Or maybe "Agua!" just meant, "Help!" and I misinterpreted the meaning of his cry.  That's the tragedy of being between two languages....and the other language was on top.  I never was quite sure what was being said in Spanish (emotionally) whereas in English I can hammer it down quite effectively with just the right choice of words.

All of which brings me around quite irrationally to what I am writing about today: Aguas.

One of the nicest things about Mexican cuisine is the concept of "aguas."  You can make an agua with almost any fruit (or probably vegetable for that matter). All you do is macerate a little fruit or the scraps thereof in pure water, add a bit of sugar, and stir it up.  It puts any horrible soda pop in the shade, folks.  Nothing is more delicious or refreshing.

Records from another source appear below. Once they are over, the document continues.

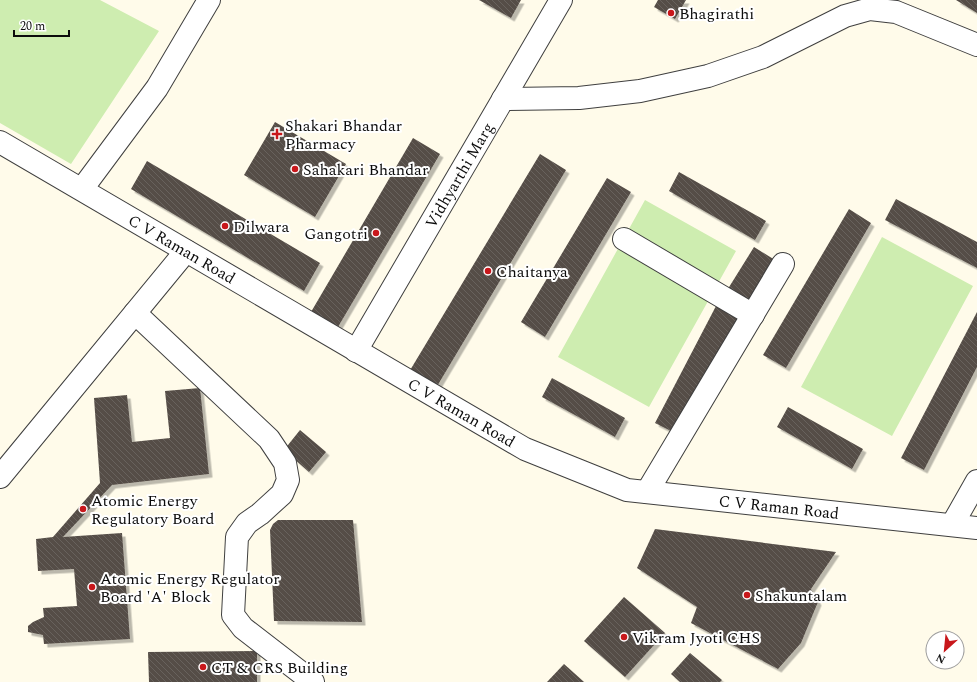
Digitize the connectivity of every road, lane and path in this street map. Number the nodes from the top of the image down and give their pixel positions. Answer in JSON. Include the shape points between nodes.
{"nodes":[{"id":1,"x":209,"y":0,"type":"edge"},
{"id":2,"x":562,"y":0,"type":"edge"},
{"id":3,"x":977,"y":45,"type":"edge"},
{"id":4,"x":504,"y":98,"type":"junction"},
{"id":5,"x":0,"y":142,"type":"edge"},
{"id":6,"x":82,"y":189,"type":"junction"},
{"id":7,"x":624,"y":239,"type":"dead end"},
{"id":8,"x":186,"y":251,"type":"junction"},
{"id":9,"x":783,"y":264,"type":"dead end"},
{"id":10,"x":135,"y":313,"type":"junction"},
{"id":11,"x":753,"y":314,"type":"junction"},
{"id":12,"x":356,"y":351,"type":"junction"},
{"id":13,"x":0,"y":477,"type":"edge"},
{"id":14,"x":977,"y":482,"type":"edge"},
{"id":15,"x":647,"y":492,"type":"junction"},
{"id":16,"x":952,"y":525,"type":"junction"},
{"id":17,"x":977,"y":528,"type":"edge"},
{"id":18,"x":313,"y":682,"type":"edge"}],
"edges":[{"from":1,"to":6,"type":"street","via":[[157,88]]},
{"from":2,"to":4,"type":"street","name":"Vidhyarthi Marg"},
{"from":3,"to":4,"type":"street","via":[[896,12],[870,9],[844,16],[763,57],[708,76],[640,91],[579,98]]},
{"from":4,"to":12,"type":"street","name":"Vidhyarthi Marg"},
{"from":5,"to":6,"type":"street","name":"C V Raman Road"},
{"from":6,"to":8,"type":"street","name":"C V Raman Road"},
{"from":7,"to":11,"type":"street"},
{"from":8,"to":10,"type":"street"},
{"from":8,"to":12,"type":"street","name":"C V Raman Road"},
{"from":9,"to":11,"type":"street"},
{"from":10,"to":13,"type":"street"},
{"from":10,"to":18,"type":"street","via":[[269,439],[285,463],[288,480],[282,494],[247,523],[237,537],[233,615],[243,628]]},
{"from":11,"to":15,"type":"street"},
{"from":12,"to":15,"type":"street","name":"C V Raman Road","via":[[525,449],[626,490]]},
{"from":14,"to":16,"type":"street"},
{"from":15,"to":16,"type":"street","name":"C V Raman Road"},
{"from":16,"to":17,"type":"street","name":"C V Raman Road"}]}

One of the best aguas I ever had was in the wilds of Tecate, BC.  Our piano teacher, who was adventurous in his choice of pupils and venues for recitals, scheduled one on a ranch in Tecate, which is east of San Diego by an hour and south thereafter.  We went in a caravan and crossed the border, following the leader into unfamiliar territory as we drove through dry and arid and rocky countryside.  When we finally arrived, hot and thirsty, we were in a perfectly comfortable airy Mexican country house.  With a fabulous wild yard, oak trees, huge rocks....all we could desire.

The hostess, a charming and sophistated denizen of Tijuana BC in her weekday life, had prepared a wonderful greeting for us: a huge glass jar of agua de ciruelas.  It was in  one of those big jars with a tap. A few plums were swimming around in the bottom and the color of the water was very pale pink, and there was ice in it too.  What a delicious way to refresh ourselves after a harrowing ride.

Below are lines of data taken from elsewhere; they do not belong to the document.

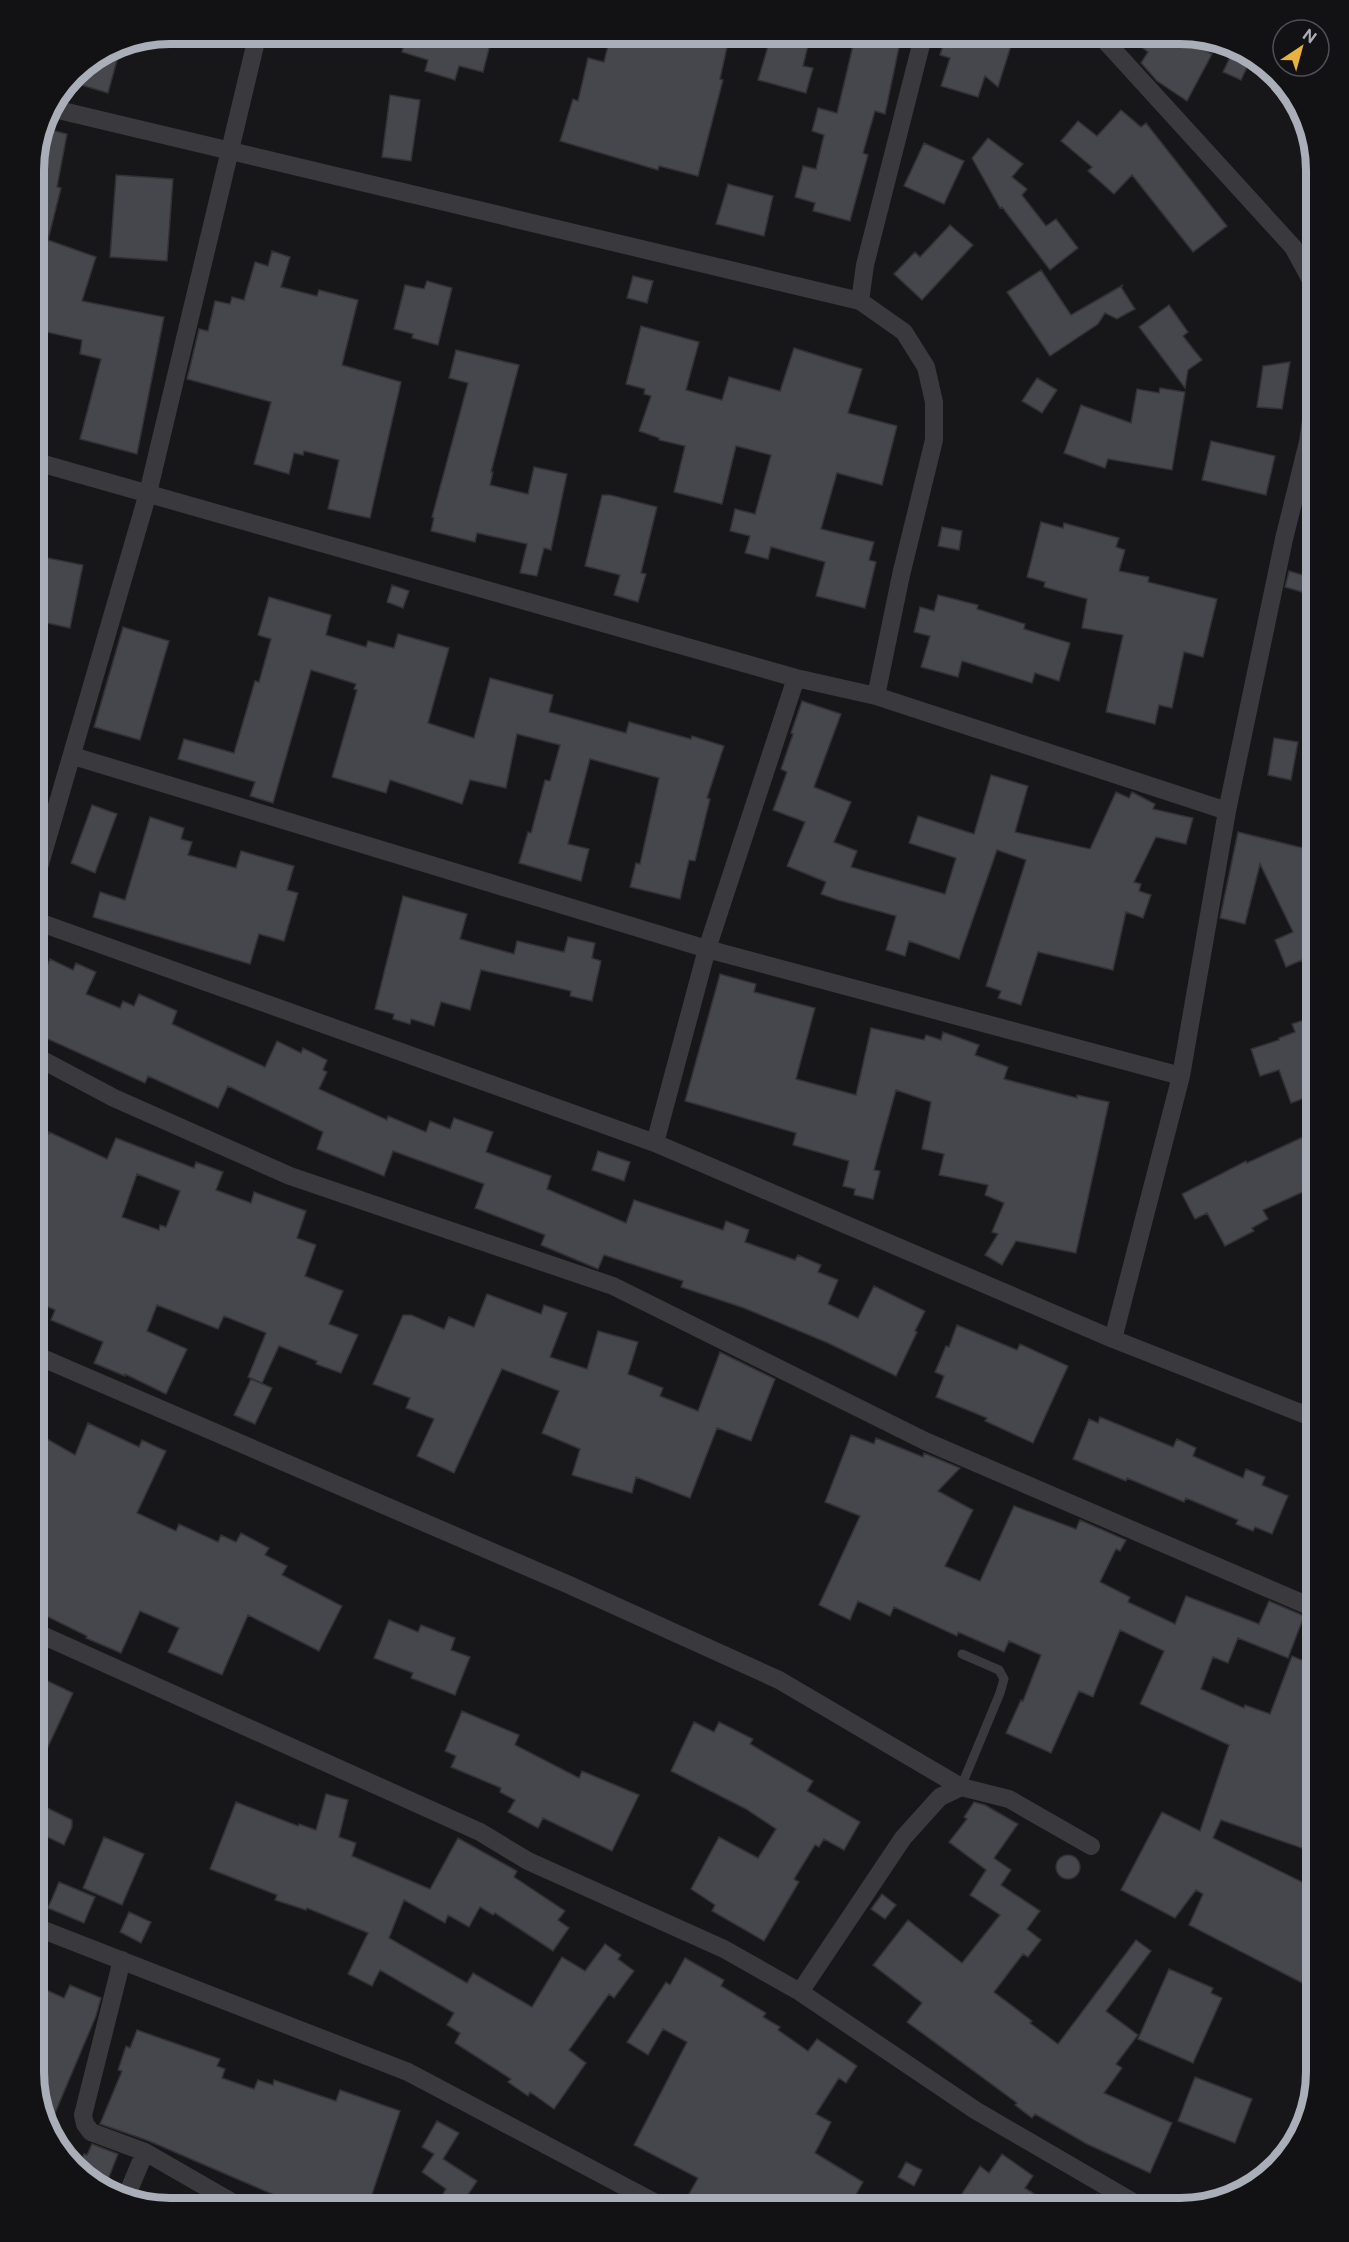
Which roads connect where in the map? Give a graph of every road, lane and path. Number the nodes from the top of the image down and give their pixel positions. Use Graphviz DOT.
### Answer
graph roads {
  1 [pos="255,44"];
  2 [pos="921,44"];
  3 [pos="1108,44"];
  4 [pos="58,110"];
  5 [pos="228,152"];
  6 [pos="1306,271"];
  7 [pos="860,301"];
  8 [pos="1306,450"];
  9 [pos="44,464"];
  10 [pos="147,493"];
  11 [pos="796,678"];
  12 [pos="876,696"];
  13 [pos="73,756"];
  14 [pos="1227,811"];
  15 [pos="44,852"];
  16 [pos="44,924"];
  17 [pos="708,949"];
  18 [pos="44,1061"];
  19 [pos="1181,1076"];
  20 [pos="655,1143"];
  21 [pos="1113,1339"];
  22 [pos="44,1359"];
  23 [pos="1306,1415"];
  24 [pos="1306,1605"];
  25 [pos="44,1637"];
  26 [pos="962,1654"];
  27 [pos="961,1787"];
  28 [pos="1091,1846"];
  29 [pos="44,1930"];
  30 [pos="122,1960"];
  31 [pos="800,1992"];
  32 [pos="145,2152"];
  33 [pos="128,2192"];
  34 [pos="225,2198"];
  35 [pos="646,2198"];
  36 [pos="1126,2198"];
  1 -- 5 [label="street"];
  2 -- 7 [label="street"];
  3 -- 6 [label="street"];
  4 -- 5 [label="street"];
  5 -- 7 [label="street"];
  5 -- 10 [label="street"];
  7 -- 12 [label="street"];
  8 -- 14 [label="street"];
  9 -- 10 [label="street"];
  10 -- 11 [label="street"];
  10 -- 13 [label="street"];
  11 -- 12 [label="street"];
  11 -- 17 [label="street"];
  12 -- 14 [label="street"];
  13 -- 15 [label="street"];
  13 -- 17 [label="street"];
  14 -- 19 [label="street"];
  16 -- 20 [label="street"];
  17 -- 19 [label="street"];
  17 -- 20 [label="street"];
  18 -- 24 [label="street"];
  19 -- 21 [label="street"];
  20 -- 21 [label="street"];
  21 -- 23 [label="street"];
  22 -- 27 [label="street"];
  25 -- 31 [label="street"];
  26 -- 27 [label="lane"];
  27 -- 28 [label="street"];
  27 -- 31 [label="street"];
  29 -- 30 [label="street"];
  30 -- 32 [label="street"];
  30 -- 35 [label="street"];
  31 -- 36 [label="street"];
  32 -- 33 [label="street"];
  32 -- 34 [label="street"];
}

You need for this wonderful drink, water, fruit, and sugar. Ice is good if you are an American. Mexicans do not need ice as much, usually. You do not need very much fruit to water, proportionately. I made agua de ciruelas this week with with four small ripe plums in a quart of water, and the agua was very dark rose in color....so I diluted it of course, and it was just delicious.  As I always like to spare the sugar I sweetened it with Sweet'n'Low which makes a very thin drink. Cane sugar tastes better. But with the deeply sprightly and flavorful plums, artificial sugar is just fine. You learn to like it. (Don't use aspartame, as it is poisonous and too sweet anyway. Splenda is OK if you wish to drink chlorine.) You can make it in the quantity of a glassful if you throw the fleshy scraps of a  peach into the water (skin is bitter) and proceed proportionately.  You can make it a little bit alcoholic (as in tepache) by adding the sugar and letting it set aside on the countertop for a day or two...but more about that another time.

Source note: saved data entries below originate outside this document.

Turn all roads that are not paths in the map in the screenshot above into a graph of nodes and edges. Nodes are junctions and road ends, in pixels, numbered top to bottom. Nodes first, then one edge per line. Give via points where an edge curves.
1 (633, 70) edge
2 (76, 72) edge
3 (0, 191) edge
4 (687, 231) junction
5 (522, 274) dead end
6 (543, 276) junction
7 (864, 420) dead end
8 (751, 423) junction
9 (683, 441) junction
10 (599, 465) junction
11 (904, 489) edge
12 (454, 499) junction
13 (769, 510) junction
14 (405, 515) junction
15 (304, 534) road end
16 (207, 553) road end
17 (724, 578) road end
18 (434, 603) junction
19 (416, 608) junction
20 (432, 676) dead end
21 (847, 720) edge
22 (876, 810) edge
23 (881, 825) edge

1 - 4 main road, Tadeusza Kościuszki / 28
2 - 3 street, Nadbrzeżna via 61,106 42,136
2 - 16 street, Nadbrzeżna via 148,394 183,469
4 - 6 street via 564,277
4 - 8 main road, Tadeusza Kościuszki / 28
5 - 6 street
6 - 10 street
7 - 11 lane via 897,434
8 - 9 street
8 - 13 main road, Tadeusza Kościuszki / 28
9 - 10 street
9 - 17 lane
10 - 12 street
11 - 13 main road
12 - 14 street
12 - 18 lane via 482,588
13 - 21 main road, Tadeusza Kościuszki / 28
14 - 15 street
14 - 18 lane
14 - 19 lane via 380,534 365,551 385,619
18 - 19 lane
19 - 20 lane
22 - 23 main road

Peaches make a wonderful agua, as do pears and pineapple...it's basically water,  our deep necessity, and some fresh fruit and some sugar. A perfect drink for a hot dusty day when you have been driving toward an unknown destination and need  refreshment.  YAZZYBEL

Monday, June 25, 2012

Moonlight and Cookies

Good noon.

I have the best books.  And am always getting more.  It's out of control.

One group of books I have concerns the Night.  I have moved out of ghost stories (in self-defense, I admit) into writings about the real night time here on Earth.  At Day's Close by Roger Ekirch was the first, and it is just fascinating. It's a pick it up, put it down, and pick it up again book and it is full of wonders.  What was nighttime like in a world without instant bright lights with the touch of a switch?  Pretty scary, and very interesting.

Another book about the night is called  Nocturne, and it is about moonlight. How important it was in those times without lighted cities (and countryside)! This book is even more varied in scope than the first one, spanning the centuries and the globe (and the heavens) in its search for the light of the moon. James Attlee is the author.

Another is called Full Moon Feast, Food and the Hunger for Connection, which at base is not far from the theme of the first two.  Jessica Prentice takes   the moons of the Lunar Calendar, and defines the cultures that  celebrated them, and writes of the festivals and gives cooking recipes for the feasts.  Interesting. It's the kind of book you feel you should give away to share with a friend, but I am not ready.  Too selfish.

My cooky recipe is called "Best of Everything Cookies."  It's easy but it has everything.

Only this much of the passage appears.